Task input Start Marker

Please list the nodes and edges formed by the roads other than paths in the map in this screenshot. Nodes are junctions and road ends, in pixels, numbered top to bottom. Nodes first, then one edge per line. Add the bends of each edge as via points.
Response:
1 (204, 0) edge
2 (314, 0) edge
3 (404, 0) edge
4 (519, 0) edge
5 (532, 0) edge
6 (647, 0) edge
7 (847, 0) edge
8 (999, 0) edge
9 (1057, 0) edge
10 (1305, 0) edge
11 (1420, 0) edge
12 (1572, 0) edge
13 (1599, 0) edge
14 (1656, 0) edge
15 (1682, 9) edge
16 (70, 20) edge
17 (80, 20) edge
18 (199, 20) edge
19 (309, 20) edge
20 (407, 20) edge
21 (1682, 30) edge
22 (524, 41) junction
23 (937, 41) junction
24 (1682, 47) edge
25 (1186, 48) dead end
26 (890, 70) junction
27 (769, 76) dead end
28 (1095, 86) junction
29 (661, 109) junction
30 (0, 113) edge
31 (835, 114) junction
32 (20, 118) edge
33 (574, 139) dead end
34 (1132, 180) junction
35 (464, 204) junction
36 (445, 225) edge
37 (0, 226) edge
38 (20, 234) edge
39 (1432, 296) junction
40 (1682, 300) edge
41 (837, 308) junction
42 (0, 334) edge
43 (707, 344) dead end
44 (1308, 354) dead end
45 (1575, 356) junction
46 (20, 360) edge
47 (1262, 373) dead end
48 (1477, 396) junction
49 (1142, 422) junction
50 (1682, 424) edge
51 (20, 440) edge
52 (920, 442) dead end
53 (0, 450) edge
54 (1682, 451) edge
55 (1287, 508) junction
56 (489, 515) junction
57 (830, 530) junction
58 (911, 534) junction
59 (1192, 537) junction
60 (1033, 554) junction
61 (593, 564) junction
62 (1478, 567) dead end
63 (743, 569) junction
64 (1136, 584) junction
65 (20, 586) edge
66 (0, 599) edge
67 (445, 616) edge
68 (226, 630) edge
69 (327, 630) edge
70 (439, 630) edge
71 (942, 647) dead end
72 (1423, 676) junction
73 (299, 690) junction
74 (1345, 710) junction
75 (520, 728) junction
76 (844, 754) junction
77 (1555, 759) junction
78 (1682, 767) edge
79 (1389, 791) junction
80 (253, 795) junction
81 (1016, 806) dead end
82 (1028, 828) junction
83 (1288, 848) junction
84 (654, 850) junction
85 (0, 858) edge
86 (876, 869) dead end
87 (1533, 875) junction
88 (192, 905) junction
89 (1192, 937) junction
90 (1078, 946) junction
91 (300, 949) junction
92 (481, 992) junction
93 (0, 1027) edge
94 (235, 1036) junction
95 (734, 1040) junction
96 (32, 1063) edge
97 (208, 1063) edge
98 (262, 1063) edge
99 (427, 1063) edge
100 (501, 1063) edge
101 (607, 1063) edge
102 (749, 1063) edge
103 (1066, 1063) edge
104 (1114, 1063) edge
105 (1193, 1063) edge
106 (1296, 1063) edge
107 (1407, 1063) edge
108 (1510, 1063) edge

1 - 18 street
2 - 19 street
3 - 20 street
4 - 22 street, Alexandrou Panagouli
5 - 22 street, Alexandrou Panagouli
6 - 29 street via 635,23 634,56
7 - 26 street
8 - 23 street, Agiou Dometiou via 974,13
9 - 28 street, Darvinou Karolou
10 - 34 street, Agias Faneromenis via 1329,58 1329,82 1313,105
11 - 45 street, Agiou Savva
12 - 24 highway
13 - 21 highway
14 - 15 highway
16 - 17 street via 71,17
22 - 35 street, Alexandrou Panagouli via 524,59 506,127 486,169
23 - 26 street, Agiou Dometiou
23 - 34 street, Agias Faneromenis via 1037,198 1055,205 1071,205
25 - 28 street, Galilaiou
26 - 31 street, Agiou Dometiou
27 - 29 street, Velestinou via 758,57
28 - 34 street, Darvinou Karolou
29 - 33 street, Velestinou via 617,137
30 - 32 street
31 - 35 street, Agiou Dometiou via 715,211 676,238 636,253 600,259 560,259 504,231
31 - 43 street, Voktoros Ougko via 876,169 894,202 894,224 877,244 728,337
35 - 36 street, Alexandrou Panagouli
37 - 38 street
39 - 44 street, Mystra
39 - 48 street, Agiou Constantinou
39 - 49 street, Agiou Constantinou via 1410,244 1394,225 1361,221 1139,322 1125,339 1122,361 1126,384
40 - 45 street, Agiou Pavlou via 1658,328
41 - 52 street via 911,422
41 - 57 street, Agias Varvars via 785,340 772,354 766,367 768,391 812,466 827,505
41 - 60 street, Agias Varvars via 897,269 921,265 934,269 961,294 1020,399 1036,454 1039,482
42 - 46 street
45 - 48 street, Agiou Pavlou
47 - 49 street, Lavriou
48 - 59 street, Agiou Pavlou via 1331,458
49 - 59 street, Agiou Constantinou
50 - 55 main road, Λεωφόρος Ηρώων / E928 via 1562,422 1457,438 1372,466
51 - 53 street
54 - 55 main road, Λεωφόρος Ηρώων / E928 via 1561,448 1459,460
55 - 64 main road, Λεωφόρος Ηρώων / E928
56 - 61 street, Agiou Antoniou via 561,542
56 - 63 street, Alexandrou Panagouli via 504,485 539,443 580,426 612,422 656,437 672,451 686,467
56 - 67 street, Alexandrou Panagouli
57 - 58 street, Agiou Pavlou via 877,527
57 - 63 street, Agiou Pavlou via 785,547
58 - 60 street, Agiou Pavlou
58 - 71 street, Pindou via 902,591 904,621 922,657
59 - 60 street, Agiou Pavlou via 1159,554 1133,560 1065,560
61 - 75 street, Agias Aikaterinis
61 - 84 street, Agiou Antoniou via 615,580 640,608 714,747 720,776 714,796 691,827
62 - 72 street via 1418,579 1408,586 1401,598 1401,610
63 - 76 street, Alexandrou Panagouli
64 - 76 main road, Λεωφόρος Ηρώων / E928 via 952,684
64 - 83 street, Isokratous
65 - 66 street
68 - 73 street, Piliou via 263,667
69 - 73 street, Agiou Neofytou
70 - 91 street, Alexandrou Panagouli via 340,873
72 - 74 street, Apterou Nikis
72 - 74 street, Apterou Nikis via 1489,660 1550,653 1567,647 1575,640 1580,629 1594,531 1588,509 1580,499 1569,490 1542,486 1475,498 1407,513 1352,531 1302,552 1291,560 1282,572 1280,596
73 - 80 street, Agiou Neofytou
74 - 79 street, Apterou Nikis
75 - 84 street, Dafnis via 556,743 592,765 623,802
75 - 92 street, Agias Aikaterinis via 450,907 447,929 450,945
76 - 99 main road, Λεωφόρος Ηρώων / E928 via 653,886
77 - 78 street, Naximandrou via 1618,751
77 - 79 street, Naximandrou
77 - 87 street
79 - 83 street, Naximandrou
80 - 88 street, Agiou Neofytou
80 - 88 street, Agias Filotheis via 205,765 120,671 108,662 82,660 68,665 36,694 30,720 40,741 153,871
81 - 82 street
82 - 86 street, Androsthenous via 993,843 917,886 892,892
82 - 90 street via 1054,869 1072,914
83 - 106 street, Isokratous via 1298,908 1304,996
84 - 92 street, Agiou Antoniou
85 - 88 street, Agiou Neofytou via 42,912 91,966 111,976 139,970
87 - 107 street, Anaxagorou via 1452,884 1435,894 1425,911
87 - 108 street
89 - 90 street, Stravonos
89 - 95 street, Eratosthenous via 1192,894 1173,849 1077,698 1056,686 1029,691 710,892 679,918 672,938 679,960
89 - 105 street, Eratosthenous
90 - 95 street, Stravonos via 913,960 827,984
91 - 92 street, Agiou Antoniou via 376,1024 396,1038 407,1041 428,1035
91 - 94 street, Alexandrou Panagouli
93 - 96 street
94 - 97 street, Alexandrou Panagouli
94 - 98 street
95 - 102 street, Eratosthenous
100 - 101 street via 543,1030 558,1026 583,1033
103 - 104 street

Task input End Marker

• **Your goal**
State how many lines of the records above contain "Darvinou", with no words besides the number.

• **Solution for this problem**
2